Le géant Amazon s’annonce, les nains sont censés applaudir.


À Grandchamps-des-Fontaines, à deux bornes de la Zad, les tritons craignent l’arrivée d’une pieuvre. Amazon, fleuron de la surconsommation livrant tout et n’importe quoi fait frétiller les élus, éblouis par le mirage de 1 700 emplois d’ici 2023, si la septième plate-forme Amazon en France s’implante vraiment sur les 121 000 m2 escomptés. Très peu de conditionnel dans tous les journaux, plutôt du futur. Dans l’euphorie, certains annoncent 2 300 emplois (Le Journal des entreprises, 18/09). Ces menus aléas n’altèrent pas la croyance fervente en la croissance, ses bienfaits, son effet de ruissellement... Le merveilleux de la logistique à nos portes : le bonheur en un seul clic, l’emploi par paquets de cent.

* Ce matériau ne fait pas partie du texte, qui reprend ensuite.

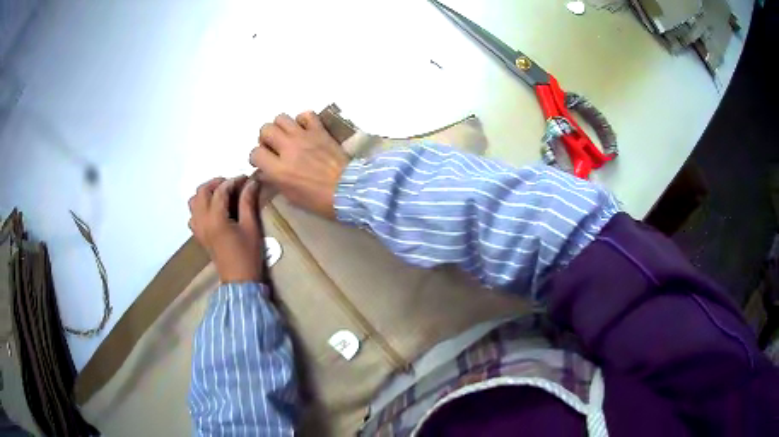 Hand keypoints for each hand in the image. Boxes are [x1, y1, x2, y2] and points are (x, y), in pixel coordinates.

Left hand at [188, 176, 263, 282]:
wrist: (239, 280)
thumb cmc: (248, 255)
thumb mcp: (251, 227)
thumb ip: (248, 202)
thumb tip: (251, 183)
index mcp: (215, 219)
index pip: (220, 190)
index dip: (234, 181)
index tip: (246, 178)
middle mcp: (202, 221)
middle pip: (201, 191)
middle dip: (216, 183)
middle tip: (232, 184)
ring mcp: (198, 229)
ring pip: (193, 202)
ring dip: (205, 193)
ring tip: (220, 195)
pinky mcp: (199, 236)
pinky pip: (192, 215)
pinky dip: (200, 207)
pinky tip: (212, 211)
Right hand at [249, 112, 348, 219]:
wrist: (348, 190)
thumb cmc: (319, 200)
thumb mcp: (291, 197)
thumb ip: (275, 181)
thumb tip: (264, 173)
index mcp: (279, 169)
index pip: (255, 153)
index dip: (257, 158)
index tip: (263, 163)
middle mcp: (288, 148)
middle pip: (265, 130)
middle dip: (266, 139)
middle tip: (274, 148)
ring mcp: (304, 137)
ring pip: (281, 118)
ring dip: (281, 127)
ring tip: (288, 137)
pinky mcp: (319, 130)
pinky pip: (306, 114)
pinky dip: (303, 120)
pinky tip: (305, 130)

Pour l’instant ce n’est qu’un bruit. Promesses fluctuantes ailleurs : à Chalon-sur-Saône, Amazon a ouvert en 2012 un entrepôt géant avec 1 500 emplois à la clef. Six ans après, il n’y en a que 500. À Brétigny-sur-Orge, la plate-forme annoncée en avril 2017 a été rognée de moitié 18 mois plus tard, une partie du permis de construire annulé mi-juillet, les 2 000 emplois prévus en perdant ainsi 800 avant le moindre début de recrutement. Inconnues à ce stade, les aides publiques, crédits d’impôt, fiscalité plus basse, connexion fibre optique, offres sur le terrain, la desserte routière, qu’Amazon obtient partout où il fait jouer la concurrence. Approchée en mars dernier, Carquefou, son dossier prospecté par Nantes métropole, a perdu au jeu des mises en rivalité locales et des avantages offerts à la multinationales (Ouest-France, 13/10).

« Amazon met effectivement plusieurs sites en concurrence, 19 entre Nantes et Rennes selon nos infos, et puis ils vont au plus offrant. Comme aux États-Unis pour leur nouveau siège », note Alain Jeault, délégué CGT Amazon au plan national.

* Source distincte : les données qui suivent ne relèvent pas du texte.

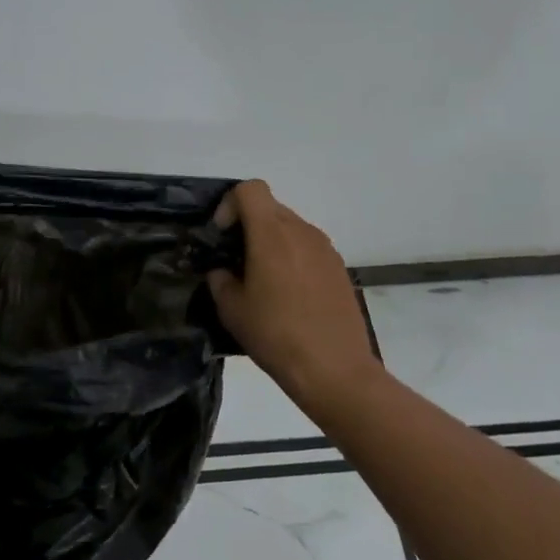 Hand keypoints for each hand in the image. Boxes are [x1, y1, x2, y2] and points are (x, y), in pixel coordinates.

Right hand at [207, 180, 382, 423]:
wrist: (335, 370)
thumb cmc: (276, 335)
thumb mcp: (232, 310)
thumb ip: (220, 280)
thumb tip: (222, 272)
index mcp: (272, 234)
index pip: (250, 189)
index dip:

Passons sur l’e-commerce détruisant des boulots en librairies, épiceries et autres boutiques. Sur l’emploi précaire, le turn over de salariés vite déglingués, moralement et physiquement, salariés en sursis: jusqu’à ce que les robots coûtent moins cher que ces trimards. Ignorons stress, objectifs intenables, rendements constamment revus à la hausse, dégâts musculaires, flicage des petites mains de la logistique. Sans parler des tracasseries contre les syndicalistes. Ne retenons que la félicité d’avoir une paie au Smic. Glissons sur la délation encouragée*. Et tant pis si le modèle d’Amazon adopte un mode voyou, pratique l’évasion fiscale, assume le gaspillage (produits quasi neufs ou avec léger défaut détruits massivement en Allemagne), pousse à la surconsommation alors que les temps devraient être à la sobriété. Les Amis de la Terre dénoncent aussi une violation de la garantie légale (deux ans après la date d’achat, selon la loi) et l’absence d’un système de reprise des déchets électroniques imposé par le Code de l’environnement.

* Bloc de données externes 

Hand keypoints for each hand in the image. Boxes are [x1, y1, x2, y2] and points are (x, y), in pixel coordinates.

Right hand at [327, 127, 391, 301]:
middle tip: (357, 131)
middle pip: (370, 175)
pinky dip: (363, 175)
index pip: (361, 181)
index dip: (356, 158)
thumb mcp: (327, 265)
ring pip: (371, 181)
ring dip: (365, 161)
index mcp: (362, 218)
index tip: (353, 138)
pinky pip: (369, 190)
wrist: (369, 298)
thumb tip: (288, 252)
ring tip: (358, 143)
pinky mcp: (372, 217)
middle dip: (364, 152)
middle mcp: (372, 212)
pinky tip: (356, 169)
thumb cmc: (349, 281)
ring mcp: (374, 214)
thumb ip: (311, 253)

Qui aurait le mauvais gout de renâcler contre le beau slogan maison d’Amazon « Work Hard, Have Fun, Make History » quand divertissement et contribution à la grande histoire se présentent comme la récompense du dur labeur.
Jos Bezeff
* Sur le site de Lauwin-Planque (59) le jeu interne « Peak fest 2017 », a fait gagner des cadeaux en dénonçant un supérieur hiérarchique, agent de maîtrise ou petit cadre qui plomberait la sécurité.